Atlantic Council’s foreign donations help it thrive as media fact-checker at election season
May 12, 2021
A think tank that previously was famous for fostering European and American cooperation on host of issues from trade to national security has rapidly changed its mission since 2008.
As a result, it has flirted dangerously close to foreign election interference.
The Atlantic Council, through the establishment of the impressive-sounding Digital Forensic Research Lab, now prominently acts as traffic-cop fighting against Republican “disinformation” for the alphabet press and was active in the last election.
In its new mission, the DLF has argued stridently for de-platforming of conservative opinion, lumping that opinion into the same class as Chinese, Tanzanian, Belarusian and Russian state propaganda.
“In the immediate sense, de-platforming irrefutably works,” argued the DFL in a recent piece on Medium, saying that unfortunately de-platforming was used too little and too late in the recent election.
“Platforms have failed to act proactively and comprehensively against the disinformation and extremism they have enabled,” continued DFL, “and the consequences of that failure are likely to follow the country for decades.”
And while the lab never mentioned Donald Trump by name, they didn’t have to. Who else of such large consequence was de-platformed?
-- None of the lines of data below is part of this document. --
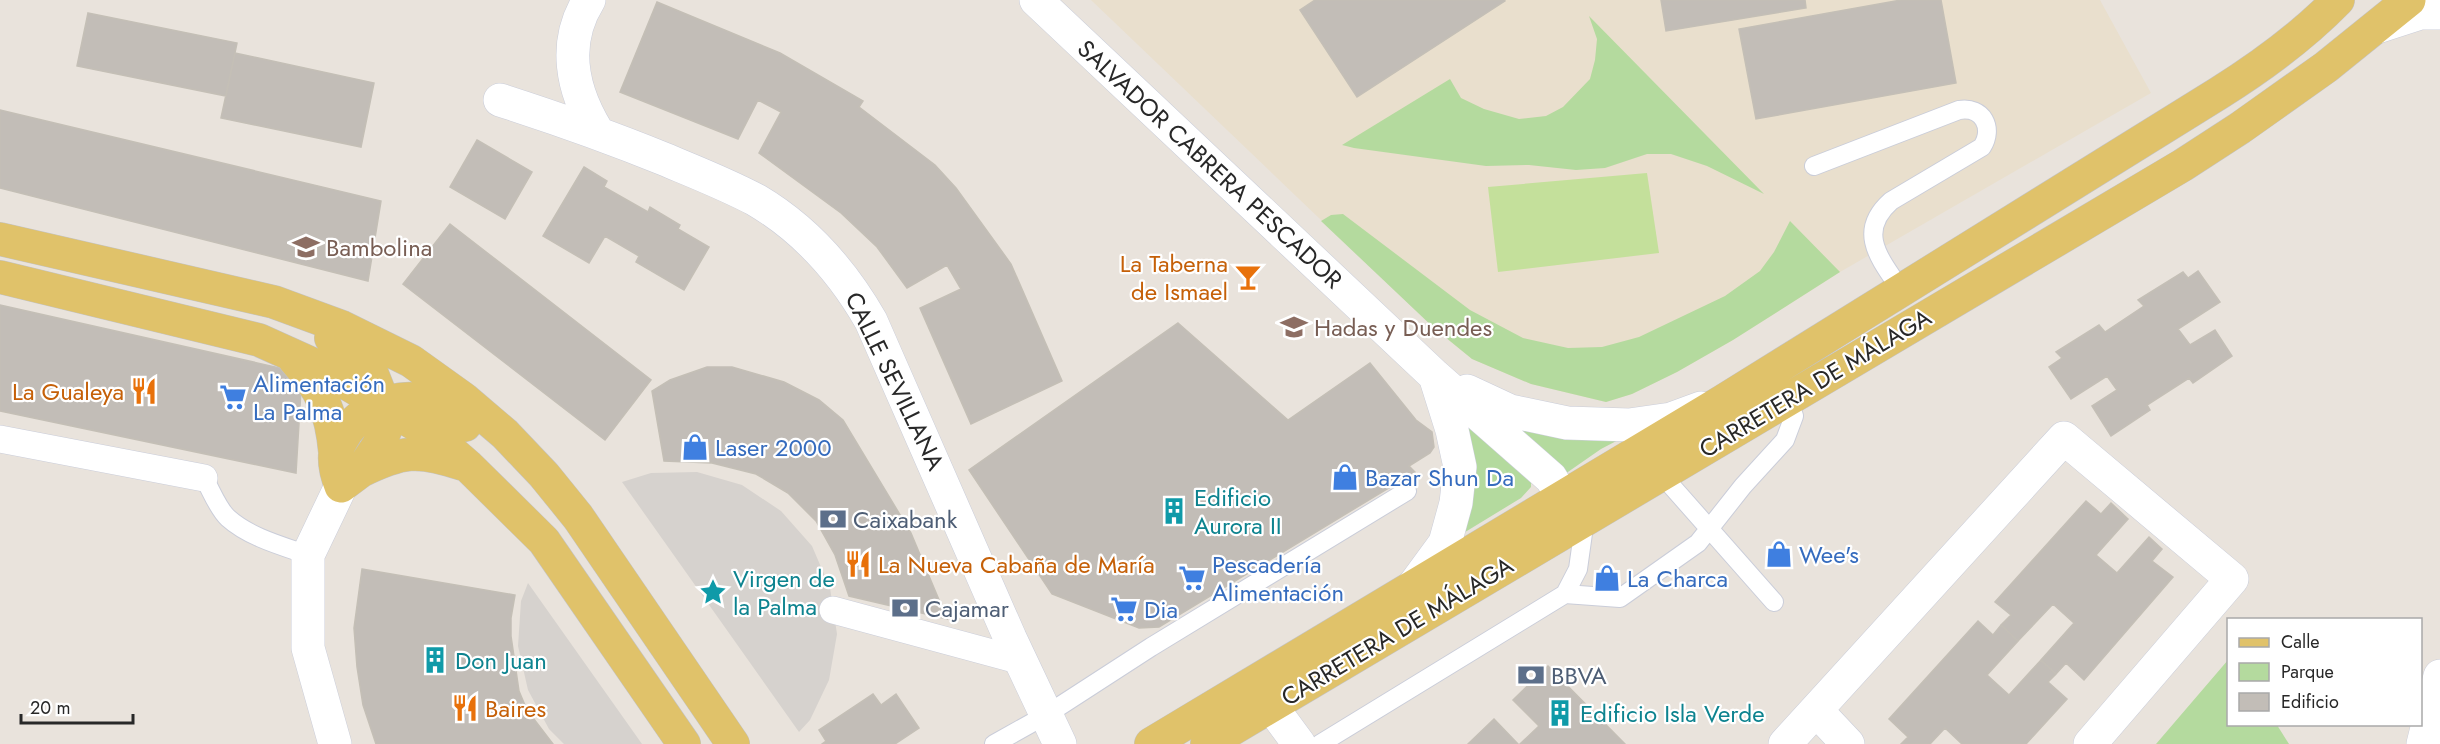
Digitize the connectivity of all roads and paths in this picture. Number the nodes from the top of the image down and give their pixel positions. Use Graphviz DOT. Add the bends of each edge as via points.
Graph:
graph roads {
  1 [pos="589,0"];
  2 [pos="1036,0"];
  3 [pos="2338,0"];
  4 [pos="2409,0"];
  5 [pos="2440,13"];
  6 [pos="2375,28"];
  7 [pos="500,100"];
  8 [pos="597,131"];
  9 [pos="1814,166"];
  10 [pos="0,238"];
  11 [pos="0,277"];
  12 [pos="1901,290"];
  13 [pos="310,315"];
  14 [pos="288,353"];
  15 [pos="1435,376"];
  16 [pos="1788,399"];
  17 [pos="1724,401"];
  18 [pos="384,404"];
  19 [pos="505,434"];
  20 [pos="0,439"];
  21 [pos="335,452"];
  22 [pos="468,466"];
  23 [pos="1661,474"];
  24 [pos="204,478"];
  25 [pos="351,478"];
  26 [pos="1407,491"];
  27 [pos="1562,496"];
  28 [pos="1586,519"];
  29 [pos="1708,529"];
  30 [pos="1540,546"];
  31 [pos="308,555"];
  32 [pos="1412,588"];
  33 [pos="1565,594"];
  34 [pos="1774,602"];
  35 [pos="833,610"];
  36 [pos="1022,661"];
  37 [pos="2440,676"];
  38 [pos="1271,706"];
  39 [pos="1816,710"];
  40 [pos="1053,730"];
  41 [pos="335,744"];
  42 [pos="684,744"];
  43 [pos="733,744"];
  44 [pos="994,744"];
  45 [pos="1151,744"];
  46 [pos="1207,744"];
  47 [pos="1299,744"];
  48 [pos="1320,744"];
  49 [pos="1785,744"];
  50 [pos="1848,744"];
  51 [pos="2090,744"];
  52 [pos="2423,744"];
  1 -- 8 [label="street" via="576,28 573,59 579,96"];
  2 -- 15 [label="street, SALVADOR CABRERA PESCADOR"];
  3 -- 12 [label="main road, CARRETERA DE MÁLAGA" via="2268,62"];
  4 -- 6 [label="main road, CARRETERA DE MÁLAGA"];
  5 -- 6 [label="street" via="2420,13"];
  6 -- 16 [label="main road, CARRETERA DE MÁLAGA" via="2250,122 2183,165"];
  7 -- 8 [label="street, CALLE SEVILLANA"];
  8 -- 36 [label="street, CALLE SEVILLANA" via="755,200 794,228 842,275 872,321"];
  9 -- 12 [label="lane" via="1959,110 1973,111 1984,120 1988,134 1982,147 1891,201 1875,220 1874,245"];
  10 -- 13 [label="main road" via="274,302"];
  11 -- 14 [label="main road" via="259,340"];
  12 -- 17 [label="main road, CARRETERA DE MÁLAGA"];
  13 -- 18 [label="main road" via="329,337 358,352 371,371"];
  13 -- 19 [label="main road" via="411,361"];
  14 -- 18 [label="main road"];
  14 -- 21 [label="main road" via="323,398 332,422"];
  15 -- 17 [label="street, SALVADOR CABRERA PESCADOR" via="1510,411 1567,423 1629,425 1671,419"];
  15 -- 27 [label="street, SALVADOR CABRERA PESCADOR" via="1551,478"];
  15 -- 32 [label="street, SALVADOR CABRERA PESCADOR" via="1460,466 1456,503 1445,543"];
  16 -- 23 [label="main road, CARRETERA DE MÁLAGA"];
  16 -- 29 [label="lane" via="1794,416 1785,440"];
  17 -- 27 [label="main road, CARRETERA DE MÁLAGA"];
  18 -- 19 [label="main road" via="402,399 428,401 471,428"];
  18 -- 21 [label="main road" via="364,412 346,430"];
  18 -- 22 [label="main road" via="430,433"];
  18 -- 25 [label="main road" via="386,431"];
  19 -- 43 [label="main road" via="578,517"];
  20 -- 24 [label="street"];
  21 -- 25 [label="main road" via="336,472"];
  22 -- 25 [label="main road" via="441,456 412,453 389,457"];
  22 -- 42 [label="main road" via="544,541"];
  23 -- 28 [label="main road, CARRETERA DE MÁLAGA"];
  23 -- 29 [label="lane"];
  24 -- 31 [label="lane" via="227,517 263,538"];
  25 -- 31 [label="street"];
  26 -- 40 [label="lane" via="1151,647"];
  27 -- 30 [label="street" via="1560,515"];
  27 -- 32 [label="main road, CARRETERA DE MÁLAGA"];
  28 -- 30 [label="main road, CARRETERA DE MÁLAGA"];
  28 -- 33 [label="lane" via="1578,569"];
  29 -- 33 [label="lane" via="1698,543 1620,597"];
  29 -- 34 [label="lane"];
  30 -- 38 [label="main road, CARRETERA DE MÁLAGA"];
  31 -- 41 [label="street" via="308,648"];
  32 -- 45 [label="main road, CARRETERA DE MÁLAGA"];
  33 -- 48 [label="lane"];
  35 -- 36 [label="street"];
  36 -- 40 [label="street, CALLE SEVILLANA"];
  37 -- 52 [label="street"];
  38 -- 46 [label="main road, CARRETERA DE MÁLAGA"];
  38 -- 47 [label="street"];
  39 -- 49 [label="street"];
  39 -- 50 [label="street"];
  39 -- 51 [label="street" via="2064,438 2232,579"];
  40 -- 44 [label="lane"];
}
Perhaps not surprisingly, the Atlantic Council’s pivot to being a “disinformation” clearinghouse for the press is being funded by the usual set of American internationalists, such as Miami banking heiress Adrienne Arsht, plus some people and organizations that should raise eyebrows even amongst liberals.
The Atlantic’s DFL is headed up by Graham Brookie, who was responsible in part for communications on Obama’s National Security/Foreign policy team.
More worrisome is a host of foreign funders at the Atlantic Council such as billionaire Bahaa Hariri.
Hariri is a Lebanese national whose brother is a prominent Syrian politician who once served as prime minister of Syria. Hariri gave more than $1 million dollars to the Atlantic Council.
Other funders are the Embassy of the United Arab Emirates ($1 million-plus), Abu Dhabi National Oil Company; Embassy of Japan; and Hunter Biden’s old friend from Ukraine, Burisma Holdings ($450,000), amongst others.
And yes. It’s that Burisma Holdings; the one that paid Hunter Biden $50,000 a month for a no-show job.
Another big funder is Facebook ($1 million-plus), which also uses the DFL as a fact-check resource.
Other funders of note include Twitter, the government of Taiwan, Her Majesty’s Government (no, not the same people who go on Oprah to savage each other), Lithuania, Finland and Sweden.
It’s no big deal really. That is, if you believe the Atlantic Council denials of foreign election interference.
Republican types may be worried about foreign election interference when the DFL issues its reports that the press then acts on.
But the Atlantic Council’s DFL has already found “the direct impact of these efforts [by foreign countries] appears minimal.”
Thank goodness for those good-hearted donors.
But it begs the question: Is it not foreign election interference when foreign people, companies and governments spend millions to influence any narrative about any portion of our elections?
Yes, of course it is.
Even Robert Mueller would know that.